Некоторое время Сочигэл молчала, обдумывая новость.
– И молодец он, что не хочет, – неожиданно сказала она и, засмеявшись, зазвенела в полный голос: – Правильно он решил! Мужчинами становятся наши дети. Что, наши дети без знамени будут жить, что ли, а? Они что, не отпрыски Есугея-нойона? Не правнуки Хабула?!
– Тише, тише, – Оэлун зажала ладонью рот невестки и сама невольно рассмеялась. – Ты чего кричишь! Люди услышат…
Завтракали оставшимся с вечера журавлиным мясом. Вчерашним днем Бэктэр случайно набрел в степном озере на отставшую от перелетной стаи молодую птицу и метким выстрелом добыл для семьи еду. Когда он принес домой свою добычу, Тэмуджин и Хасар долго рассматривали ее, решая, какие перья могут пойти на стрелы, а Оэлун с радостью отметила про себя, что старшие сыновья больше не враждуют между собой. Потеря отца мало-помалу объединила их. Оэлун стала замечать их сближение особенно после того, как Бэктэра побили троюродные братья, а Тэмуджин ходил с ними разговаривать.
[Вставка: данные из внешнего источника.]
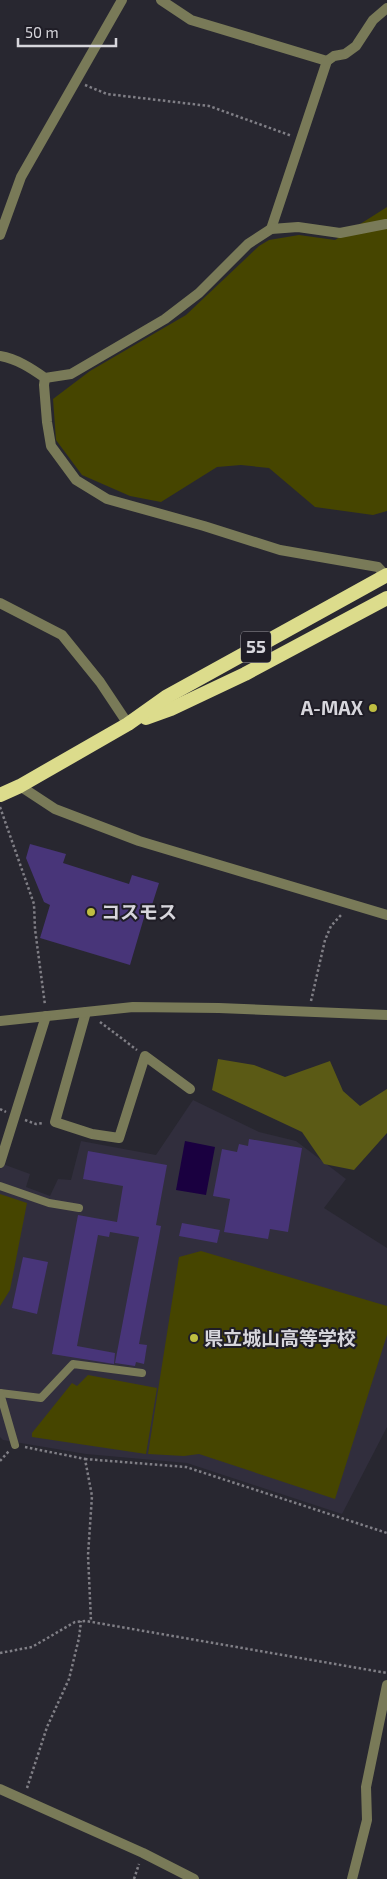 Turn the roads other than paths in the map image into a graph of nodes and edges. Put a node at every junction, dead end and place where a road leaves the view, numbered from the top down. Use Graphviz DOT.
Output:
graph roads {
  1 [pos="122,0"];
  2 [pos="161,0"];
  3 [pos="387,8"];
  4 [pos="326,61"];
  5 [pos="386,224"];
  6 [pos="271,229"];
  7 [pos="0,235"];
  8 [pos="0,356"];
  9 [pos="45,378"];
  10 [pos="387,576"];
  11 [pos="387,598"];
  12 [pos="0,603"];
  13 [pos="128,724"];
  14 [pos="20,786"];
  15 [pos="0,796"];
  16 [pos="387,915"];
  17 [pos="86,1012"];
  18 [pos="387,1015"];
  19 [pos="46,1016"];
  20 [pos="0,1021"];
  21 [pos="190,1090"];
  22 [pos="0,1163"];
  23 [pos="0,1186"];
  24 [pos="80,1208"];
  25 [pos="142,1373"];
  26 [pos="0,1393"];
  27 [pos="15,1445"];
  28 [pos="387,1686"];
  29 [pos="0,1788"];
  30 [pos="194,1879"];
  31 [pos="352,1879"];
  1 -- 7 [label="street"];
  2 -- 4 [label="street"];
  3 -- 4 [label="street"];
  4 -- 6 [label="street"];
  5 -- 6 [label="street"];
  6 -- 9 [label="street"];
  8 -- 9 [label="street"];
  9 -- 10 [label="street"];
  10 -- 13 [label="highway, 55"];
  11 -- 13 [label="highway, 55"];
  12 -- 13 [label="street"];
  13 -- 14 [label="highway, 55"];
  14 -- 15 [label="highway, 55"];
  14 -- 16 [label="street"];
  17 -- 18 [label="street"];
  17 -- 19 [label="street"];
  17 -- 21 [label="street"];
  19 -- 20 [label="street"];
  19 -- 22 [label="street"];
  23 -- 24 [label="lane"];
  25 -- 26 [label="lane"];
  26 -- 27 [label="lane"];
  28 -- 31 [label="street"];
  29 -- 30 [label="street"];
} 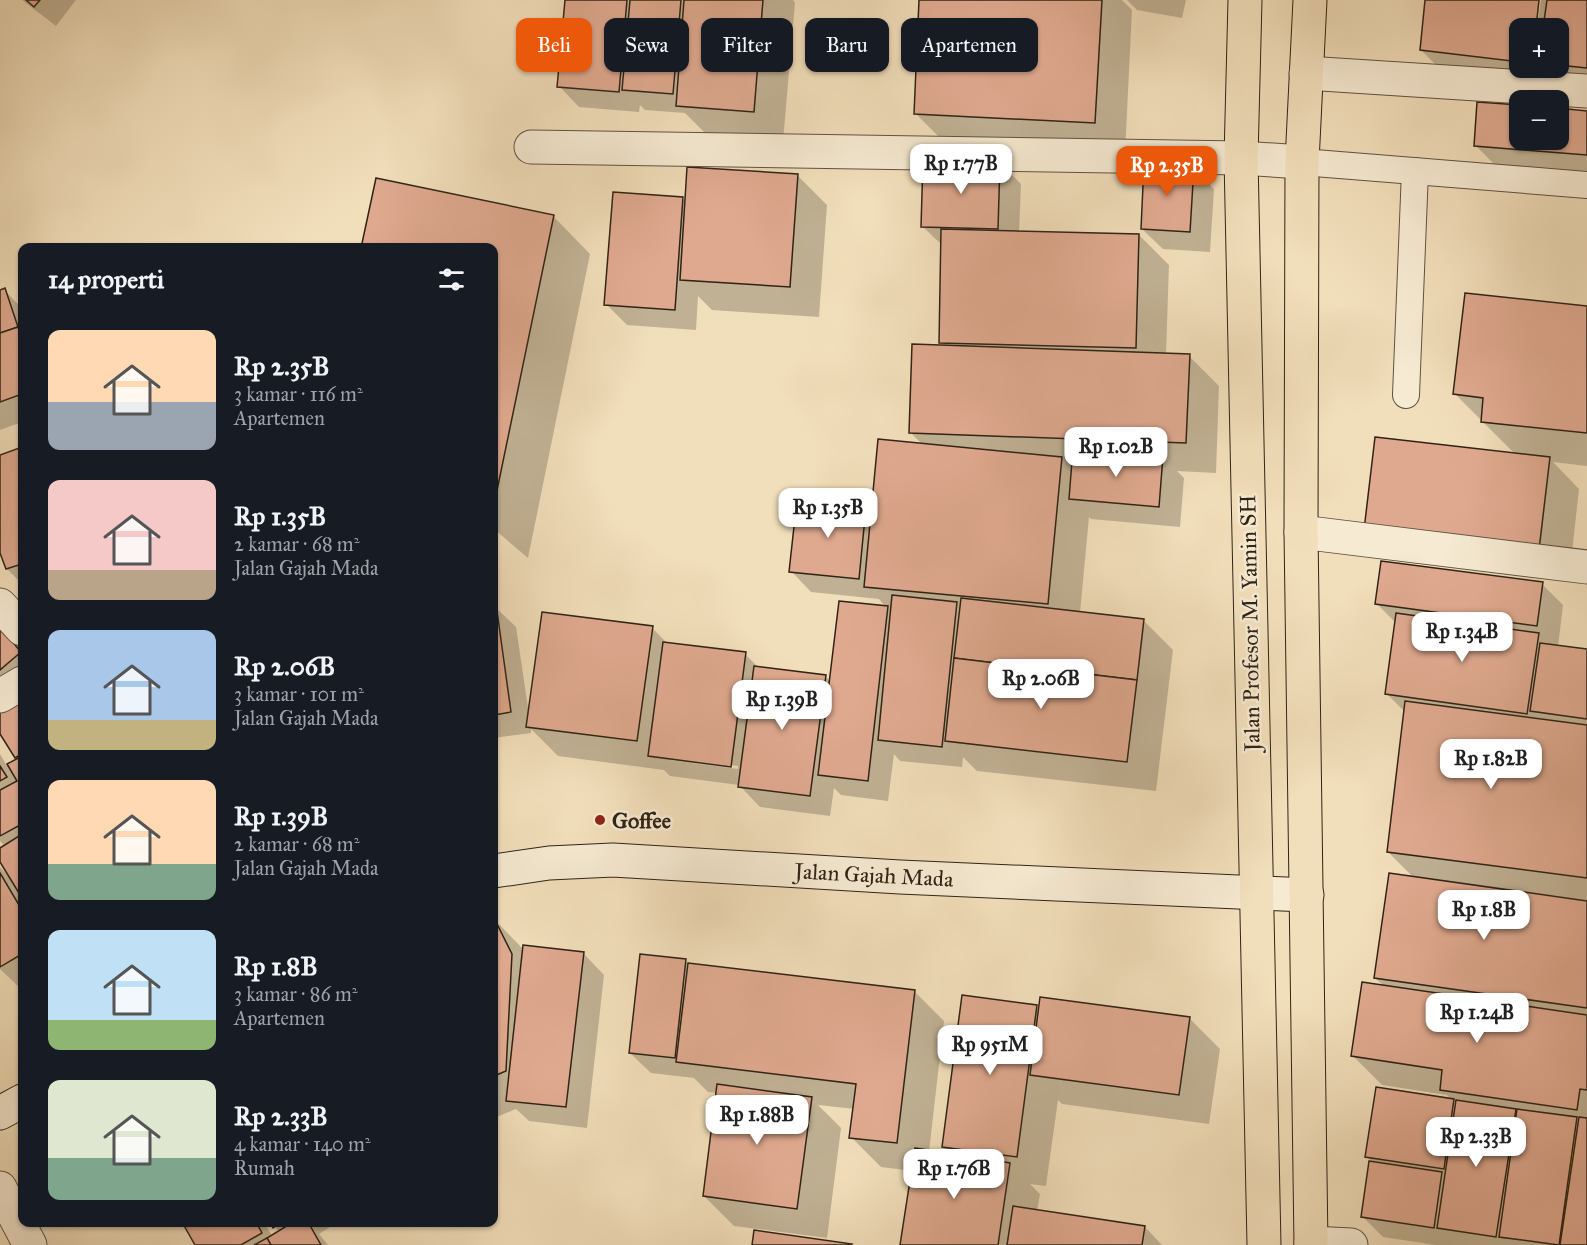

В двух жилых юртах теперь ежедневно по утрам разжигали огонь – просушивали войлочные стены от осенней сырости – и было душно, пахло кислым запахом прелого войлока, смешанного с едким дымом.
Хасар, вытирая тыльной стороной ладони пот со лба, зубами рвал с косточки мягкое разваренное мясо, спрашивал у Бэктэра:
– Перьями от журавля поделишься?
Тот блеснул в его сторону заживающим синяком под глазом, утвердительно кивнул.
Тэмуджин, вспомнив свое, с хоймора посмотрел на него.
– Я у тебя возьму десятка два. Мы с Джамухой заказали стрелы, поделимся с тобой.
– А мне? – тут же повернулся к брату Хасар, хищно раздувая ноздри.
– У Бэктэра просишь перья, у меня стрелы, а сам когда начнешь себе добывать? – Тэмуджин без улыбки посмотрел на него и тот сконфуженно опустил глаза.
– Ладно, Хасар, я тебе две свои старые отдам, – Бэктэр по-дружески улыбнулся ему и, повернувшись к Тэмуджину, спросил: – А чего этому Джамухе от тебя надо? Приехал будто в гости, а сам ни с кем в курене не водится, в играх его не видно, а к тебе приходит каждый день.
– Мы с ним друзья, – сухо ответил Тэмуджин и отвел взгляд, показывая, что не хочет говорить об этом.